But I wanted to touch his hair. I thought of how, sometimes, when something soft and wet meets
something else soft and wet, one can become adamant, the other, strong. And, so, when his hand
was conveniently close to mine, I placed my hand over his hand. His hand shook, shook, now, shook
- I mean that word for exactly what it means, and he pulled his hand away from my hand. And then
he delivered an exquisite articulation on the theme of his need to reach out, knowing that he
needs to reach out, knowing that others will accept his reaching out, knowing that there are so
many riches to be gained by reaching out. And his inability to reach out.

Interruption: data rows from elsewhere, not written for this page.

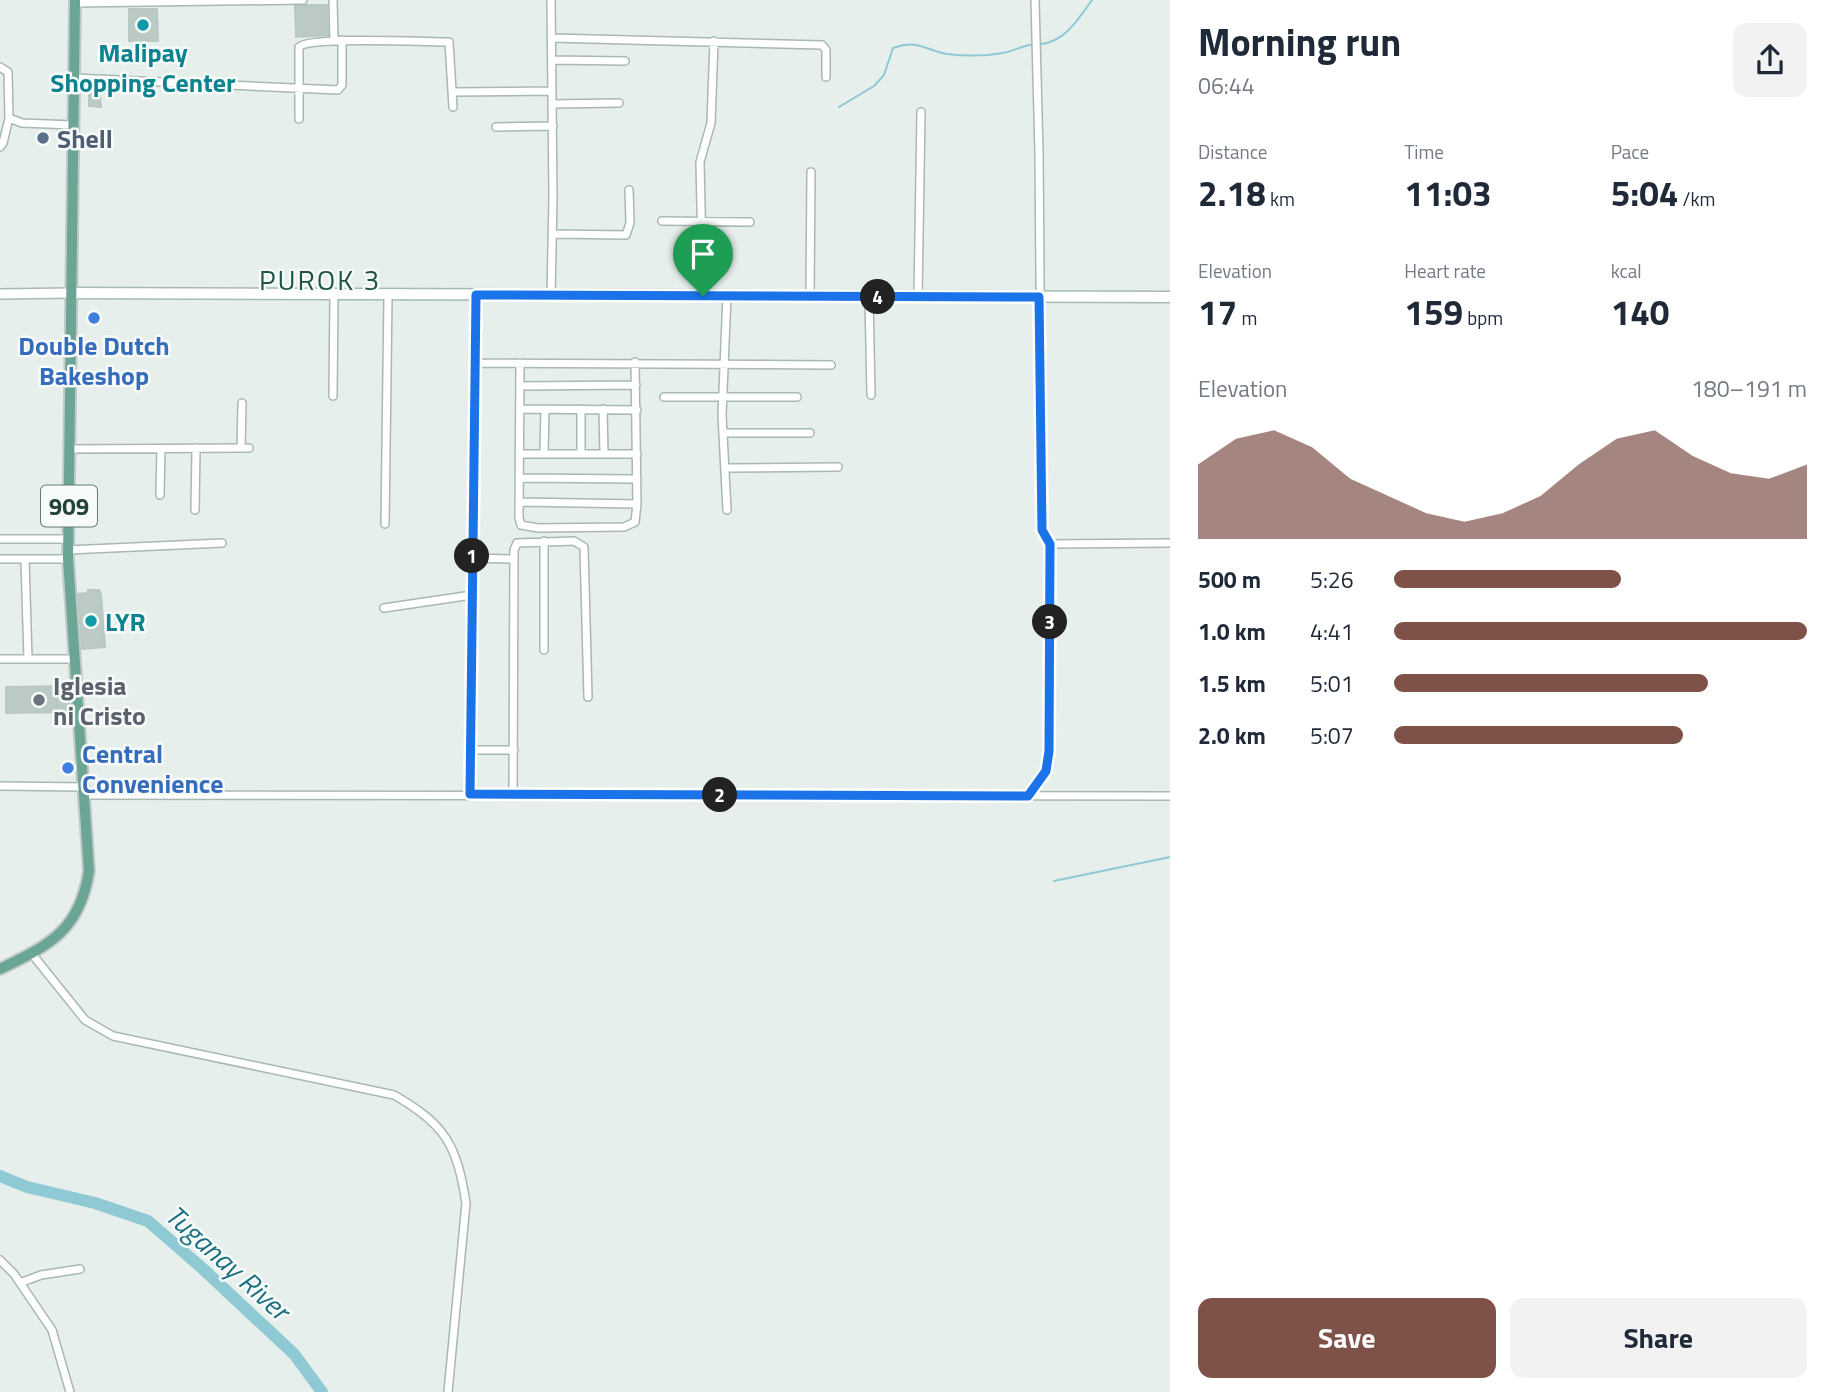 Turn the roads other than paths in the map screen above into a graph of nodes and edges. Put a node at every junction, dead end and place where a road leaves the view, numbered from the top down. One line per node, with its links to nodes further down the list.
1 (303, 0): 6 (street)
2 (333, 0): 8 (street)
3 (551, 0): 7 (street)
4 (1035, 0): 45 (street)
5 (75, 1): 6 (street); 14 (main road, 909)
6 (175, 2)
7 (552, 38): 9 (street); 10 (street)
8 (338, 40): 15 (street); 15 (street); 17 (street)
9 (714, 41): 13 (street); 31 (street)
10 (552, 60): 11 (street); 16 (street)
11 (625, 61)
12 (0, 66): 22 (street)
13 (826, 77)
14 (74, 78): 15 (street); 24 (main road, 909)
15 (299, 87): 23 (street)
16 (552, 91): 17 (street); 19 (street)
17 (453, 92): 20 (street)
18 (619, 103): 19 (street)
19 (552, 104): 25 (street)
20 (453, 107)
21 (921, 112): 44 (street)
22 (6, 113): 24 (street); 27 (street)
23 (299, 120)
24 (73, 125): 34 (main road, 909)
25 (553, 126): 26 (street); 33 (street)
26 (496, 127)
27 (0, 147)
28 (811, 172): 42 (street)
29 (629, 190): 33 (street)
30 (663, 222): 31 (street)
31 (702, 222): 32 (street); 40 (street)
32 (750, 222)
33 (553, 234): 39 (street)
34 (71, 293): 35 (street); 36 (main road); 68 (main road, 909)
35 (0, 294)
36 (334, 295): 37 (main road); 55 (street)
37 (388, 295): 38 (main road); 84 (street)
38 (476, 295): 39 (main road); 48 (street)
39 (551, 296): 40 (main road)
40 (703, 296): 41 (main road)
41 (727, 296): 42 (main road); 50 (street)
42 (810, 297): 43 (main road)
43 (869, 297): 44 (main road); 54 (street)
44 (918, 297): 45 (main road)
45 (1039, 297): 46 (main road); 89 (street)
46 (1170, 297)
47 (635, 362): 49 (street); 50 (street); 52 (street)
48 (475, 363): 49 (street); 91 (street)
49 (520, 363): 53 (street)
50 (724, 365): 51 (street); 57 (street)
51 (831, 365)
52 (636, 385): 53 (street); 64 (street)
53 (520, 386): 60 (street)
54 (871, 395)
55 (333, 397)
56 (664, 397): 57 (street)
57 (722, 397): 58 (street); 65 (street)
58 (797, 397)
59 (242, 403): 67 (street)
60 (520, 409): 61 (street); 70 (street)
61 (545, 409): 62 (street); 71 (street)
62 (581, 409): 63 (street); 72 (street)
63 (603, 409): 64 (street); 73 (street)
64 (637, 410): 74 (street)
65 (723, 433): 66 (street); 76 (street)
66 (810, 433)
67 (195, 448): 69 (street); 82 (street)
68 (69, 449): 69 (street); 90 (main road, 909)
69 (161, 449): 79 (street)
70 (519, 454): 71 (street); 77 (street)
71 (544, 454): 72 (street)
72 (581, 454): 73 (street)
73 (604, 454): 74 (street)
74 (637, 454): 78 (street)
75 (838, 467): 76 (street)
76 (726, 468): 83 (street)
77 (519, 478): 78 (street); 80 (street)
78 (637, 479): 81 (street)
79 (160, 495)
80 (520, 502): 81 (street); 81 (street)
81 (637, 504)
82 (195, 510)
83 (727, 510)
84 (385, 524)
85 (0, 539): 90 (street)
86 (544, 541): 93 (street); 97 (street); 101 (street)
87 (222, 542): 90 (street)
88 (1170, 543): 89 (street)
89 (1050, 544): 108 (street)
90 (68, 549): 94 (street); 100 (main road, 909)
91 (472, 558): 93 (street); 95 (street)
92 (0, 559): 94 (street)
93 (513, 559): 103 (street)
94 (26, 560): 99 (street)
95 (472, 595): 96 (street); 102 (street)
96 (384, 608)
97 (544, 650)
98 (0, 659): 99 (street)
99 (28, 659): 100 (street)
100 (74, 659): 105 (main road, 909)
101 (588, 697)
102 (472, 750): 103 (street); 106 (street)
103 (514, 750): 107 (street)
104 (0, 786): 105 (street)
105 (84, 791): 106 (street); 110 (main road, 909)
106 (470, 794): 107 (street)
107 (513, 794): 108 (street)
108 (1028, 796): 109 (street)
109 (1170, 796)
110 (32, 954): 111 (main road, 909); 116 (street)
111 (0, 969)
112 (0, 1259): 114 (street)
113 (80, 1269): 114 (street)
114 (20, 1283): 115 (street)
115 (70, 1392)
116 (448, 1392)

I am made the audience of so many cataracts of words in this institution, and I never know quite
how to react. That's a big part of whether you are a success, or not. Whether or not your reaction
is the right one. I was once harangued after a lecture by a fellow grad student, a fully funded
one. "You look so disdainful. Do you think it's safe to show that sort of thing so openly?"
I've never felt safe behind my own face ever since. My reaction this time was apparently not the
right one, either. I could not be comfortable leaning back into impermeability and merely admiring
his pretty words. All I could say was, "I'm sorry," before I rose to go.
Why the crush?
He cleared his throat, when my hand was on the doorknob, and he said, "You actually come
across as quite tough. But just then your whole countenance changed."
"Thank you," I said, before I left.
He's the only man ever to have used the word "countenance" to refer to my face. Reason
enough for a crush on a man, I would say.
© Danusha V.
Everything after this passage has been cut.